The song peaked at the top of the UK Singles Chart, becoming the first UK drill song to top the chart. Outside the United Kingdom, "Body" topped the charts in Australia, Ireland and New Zealand, and peaked within the top ten of the charts in Austria, Czech Republic, Denmark, Greece, the Netherlands, Norway, Sweden and Switzerland. The song also reached the top 20 in Canada, Finland, Iceland, Lithuania, Portugal, Singapore and Slovakia.

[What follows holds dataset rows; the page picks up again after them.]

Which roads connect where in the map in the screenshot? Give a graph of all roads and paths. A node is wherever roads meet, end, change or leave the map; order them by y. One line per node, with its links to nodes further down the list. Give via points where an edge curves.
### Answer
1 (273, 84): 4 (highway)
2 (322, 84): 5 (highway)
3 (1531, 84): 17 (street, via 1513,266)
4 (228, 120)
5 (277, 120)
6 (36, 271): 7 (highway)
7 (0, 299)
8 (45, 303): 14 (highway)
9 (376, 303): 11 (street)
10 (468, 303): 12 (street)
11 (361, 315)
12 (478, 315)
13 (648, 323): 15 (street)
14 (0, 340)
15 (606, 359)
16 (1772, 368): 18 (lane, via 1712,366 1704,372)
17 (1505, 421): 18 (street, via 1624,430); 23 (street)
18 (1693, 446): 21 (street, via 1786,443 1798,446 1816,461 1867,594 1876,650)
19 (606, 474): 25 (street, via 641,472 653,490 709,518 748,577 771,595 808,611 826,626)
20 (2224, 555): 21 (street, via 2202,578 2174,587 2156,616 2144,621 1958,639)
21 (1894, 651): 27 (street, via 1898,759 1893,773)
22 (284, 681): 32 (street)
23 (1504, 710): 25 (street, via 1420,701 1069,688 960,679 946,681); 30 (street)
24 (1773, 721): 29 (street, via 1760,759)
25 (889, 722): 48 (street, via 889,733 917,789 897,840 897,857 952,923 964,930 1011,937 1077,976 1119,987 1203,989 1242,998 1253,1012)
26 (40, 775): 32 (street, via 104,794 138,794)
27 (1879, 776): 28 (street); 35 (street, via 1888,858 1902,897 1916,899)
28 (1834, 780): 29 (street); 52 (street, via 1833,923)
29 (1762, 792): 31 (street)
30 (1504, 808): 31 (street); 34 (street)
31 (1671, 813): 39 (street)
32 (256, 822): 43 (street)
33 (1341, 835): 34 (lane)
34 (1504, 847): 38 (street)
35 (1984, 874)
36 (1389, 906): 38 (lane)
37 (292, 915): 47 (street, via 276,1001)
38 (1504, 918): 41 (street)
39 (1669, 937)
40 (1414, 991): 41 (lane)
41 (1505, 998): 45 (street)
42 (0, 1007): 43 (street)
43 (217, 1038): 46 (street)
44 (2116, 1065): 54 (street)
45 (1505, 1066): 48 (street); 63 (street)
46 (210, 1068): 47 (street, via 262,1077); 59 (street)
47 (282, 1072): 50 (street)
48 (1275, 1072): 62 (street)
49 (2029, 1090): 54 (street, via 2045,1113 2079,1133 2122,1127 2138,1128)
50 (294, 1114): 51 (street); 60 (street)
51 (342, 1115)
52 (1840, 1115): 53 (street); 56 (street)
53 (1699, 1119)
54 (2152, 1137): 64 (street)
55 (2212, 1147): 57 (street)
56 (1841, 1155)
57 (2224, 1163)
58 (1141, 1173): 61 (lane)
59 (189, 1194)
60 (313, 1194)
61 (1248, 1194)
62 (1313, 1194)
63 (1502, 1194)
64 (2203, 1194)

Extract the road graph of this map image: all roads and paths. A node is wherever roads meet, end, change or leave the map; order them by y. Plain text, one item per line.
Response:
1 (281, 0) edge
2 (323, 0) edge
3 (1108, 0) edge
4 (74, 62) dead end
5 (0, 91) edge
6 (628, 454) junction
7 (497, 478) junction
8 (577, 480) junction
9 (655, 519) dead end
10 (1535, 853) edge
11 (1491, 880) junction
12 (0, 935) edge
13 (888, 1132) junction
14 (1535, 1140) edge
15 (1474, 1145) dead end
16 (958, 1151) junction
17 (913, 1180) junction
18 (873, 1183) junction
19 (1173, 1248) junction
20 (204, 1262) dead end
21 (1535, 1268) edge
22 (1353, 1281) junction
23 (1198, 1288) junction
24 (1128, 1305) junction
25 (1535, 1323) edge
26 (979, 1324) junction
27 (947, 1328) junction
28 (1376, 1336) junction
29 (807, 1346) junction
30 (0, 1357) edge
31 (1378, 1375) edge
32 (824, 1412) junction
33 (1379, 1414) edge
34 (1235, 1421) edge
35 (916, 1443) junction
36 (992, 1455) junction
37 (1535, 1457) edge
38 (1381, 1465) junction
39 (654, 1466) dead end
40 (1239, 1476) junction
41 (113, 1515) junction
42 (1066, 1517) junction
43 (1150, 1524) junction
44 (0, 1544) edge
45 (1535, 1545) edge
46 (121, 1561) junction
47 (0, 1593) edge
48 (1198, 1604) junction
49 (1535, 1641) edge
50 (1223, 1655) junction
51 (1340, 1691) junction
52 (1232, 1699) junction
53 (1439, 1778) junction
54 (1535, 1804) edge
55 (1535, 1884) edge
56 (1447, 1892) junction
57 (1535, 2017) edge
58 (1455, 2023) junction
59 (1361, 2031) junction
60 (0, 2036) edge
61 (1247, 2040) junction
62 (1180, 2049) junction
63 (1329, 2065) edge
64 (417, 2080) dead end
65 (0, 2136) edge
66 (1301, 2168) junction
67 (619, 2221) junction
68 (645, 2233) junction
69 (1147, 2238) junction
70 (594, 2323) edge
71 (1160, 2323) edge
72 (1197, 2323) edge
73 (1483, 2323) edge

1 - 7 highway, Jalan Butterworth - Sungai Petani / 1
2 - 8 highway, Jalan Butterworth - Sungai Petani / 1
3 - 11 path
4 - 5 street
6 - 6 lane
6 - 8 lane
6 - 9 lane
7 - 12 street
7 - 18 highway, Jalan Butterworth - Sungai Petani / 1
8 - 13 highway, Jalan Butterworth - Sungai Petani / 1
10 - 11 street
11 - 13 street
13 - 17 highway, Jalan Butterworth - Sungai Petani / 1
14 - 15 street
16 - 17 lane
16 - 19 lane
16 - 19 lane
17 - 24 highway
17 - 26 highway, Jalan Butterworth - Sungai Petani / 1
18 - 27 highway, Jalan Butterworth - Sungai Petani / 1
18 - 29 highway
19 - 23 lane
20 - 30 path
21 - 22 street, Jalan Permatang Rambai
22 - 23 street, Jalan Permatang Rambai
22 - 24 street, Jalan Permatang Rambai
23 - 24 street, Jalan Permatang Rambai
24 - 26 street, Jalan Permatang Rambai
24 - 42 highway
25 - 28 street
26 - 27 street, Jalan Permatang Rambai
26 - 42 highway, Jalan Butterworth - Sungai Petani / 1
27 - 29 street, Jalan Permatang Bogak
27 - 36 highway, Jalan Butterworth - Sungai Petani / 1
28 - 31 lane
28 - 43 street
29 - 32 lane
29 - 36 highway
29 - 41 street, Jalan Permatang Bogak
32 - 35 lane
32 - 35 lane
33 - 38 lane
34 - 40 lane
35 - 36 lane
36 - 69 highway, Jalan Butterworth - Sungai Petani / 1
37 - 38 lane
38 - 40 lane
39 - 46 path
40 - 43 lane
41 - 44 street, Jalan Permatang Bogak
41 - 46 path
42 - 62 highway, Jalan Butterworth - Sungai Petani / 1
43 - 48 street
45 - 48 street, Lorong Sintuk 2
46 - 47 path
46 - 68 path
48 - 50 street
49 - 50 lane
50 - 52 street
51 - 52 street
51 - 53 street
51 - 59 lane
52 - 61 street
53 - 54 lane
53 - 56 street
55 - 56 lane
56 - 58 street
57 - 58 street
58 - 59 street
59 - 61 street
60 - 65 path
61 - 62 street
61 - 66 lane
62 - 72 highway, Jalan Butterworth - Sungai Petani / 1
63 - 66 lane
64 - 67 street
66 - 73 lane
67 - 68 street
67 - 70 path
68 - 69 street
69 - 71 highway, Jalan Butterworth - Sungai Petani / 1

It was later nominated for the Best Contemporary Song Ivor Novello Award in May 2022.

==Background==
Russ Millions and Tion Wayne previously collaborated on the 2019 single "Keisha & Becky", which peaked at number seven on the UK Singles Chart. "Body" was described as a boast about wealth "over rapid, clattering beats" in the Evening Standard.

==Critical reception==
The track was named one of the "14 Songs that Give Us Hope for the Future" by the staff of Vice magazine, with writer Ryan Bassil commenting that another collaboration between the pair was "always going to be good" after "Keisha & Becky".

==Track listing==
- Digital download
1. "Body" – 3:03

- Digital download
2. "Body" (remix) (featuring ArrDee, E1 (3x3), ZT (3x3), Bugzy Malone, Buni, Fivio Foreign and Darkoo) – 4:38

- Digital download
3. "Body" (remix) (featuring Capo Plaza and Rondodasosa) – 3:25

- Digital download
4. "Body" (remix) (featuring Ricky Rich) – 3:17

- Digital download
5. "Body" (remix) (featuring Murda) – 3:03

- Digital download
6. "Body" (remix) (featuring Jack Harlow) – 2:48

==Charts==

===Weekly charts===

Weekly chart performance for "Body"
| Chart (2021) | Peak position |
|---|---|
| Australia (ARIA) | 1 |
| Austria (Ö3 Austria Top 40) | 8 |
| Belgium (Ultratop 50 Flanders) | 26 |
| Canada Hot 100 (Billboard) | 16 |
| Czech Republic Singles Digital (ČNS IFPI) | 10 |
| Denmark (Tracklisten) | 3 |
| Finland (Suomen virallinen lista) | 12 |
| Germany (GfK) | 28 |
| Global 200 (Billboard) | 11 |
| Greece (IFPI) | 5 |
| Hungary (Stream Top 40) | 9 |
| Iceland (Tónlistinn) | 11 |
| Ireland (IRMA) | 1 |
| Italy (FIMI) | 29 |
| Lithuania (AGATA) | 13 |
| Netherlands (Single Top 100) | 3 |
| New Zealand (Recorded Music NZ) | 1 |
| Norway (VG-lista) | 2 |
| Portugal (AFP) | 15 |
| Singapore (RIAS) | 19 |
| Slovakia (Singles Digitál Top 100) | 15 |
| Sweden (Sverigetopplistan) | 4 |
| Switzerland (Schweizer Hitparade) | 4 |
| UK Singles (Official Charts) | 1 |
| UK Hip Hop/R&B (Official Charts) | 1 |
| US Bubbling Under Hot 100 (Billboard) | 5 |
| US Hot R&B/Hip-Hop Songs (Billboard) | 46 |

===Year-end charts===

Year-end chart performance for "Body"
| Chart (2021) | Position |
|---|---|
| Australia (ARIA) | 25 |
| Austria (Ö3 Austria Top 40) | 74 |
| Denmark (Tracklisten) | 58 |
| Global 200 (Billboard) | 173 |
| Hungary (Stream Top 40) | 99 |
| Ireland (IRMA) | 26 |
| Netherlands (Single Top 100) | 88 |
| New Zealand (Recorded Music NZ) | 32 |
| Portugal (AFP) | 99 |
| Sweden (Sverigetopplistan) | 75 |
| Switzerland (Schweizer Hitparade) | 45 |
| UK Singles (OCC) | 10 |

==Certifications==

Certifications for "Body"
| Region | Certification | Certified units/sales |
| Australia (ARIA) | 2× Platinum | 140,000^{‡} |
| Canada (Music Canada) | Platinum | 80,000^{‡} |
| Denmark (IFPI Danmark) | Platinum | 90,000^{‡} |
| Italy (FIMI) | Platinum | 70,000^{‡} |
| New Zealand (RMNZ) | 3× Platinum | 90,000^{‡} |
| Poland (ZPAV) | Platinum | 50,000^{‡} |
| Portugal (AFP) | Platinum | 10,000^{‡} |
| Spain (Promusicae) | Gold | 30,000^{‡} |
| Switzerland (IFPI Switzerland) | Gold | 10,000^{‡} |
| United Kingdom (BPI) | 2× Platinum | 1,200,000^{‡} |
^{‡} Sales+streaming figures based on certification alone.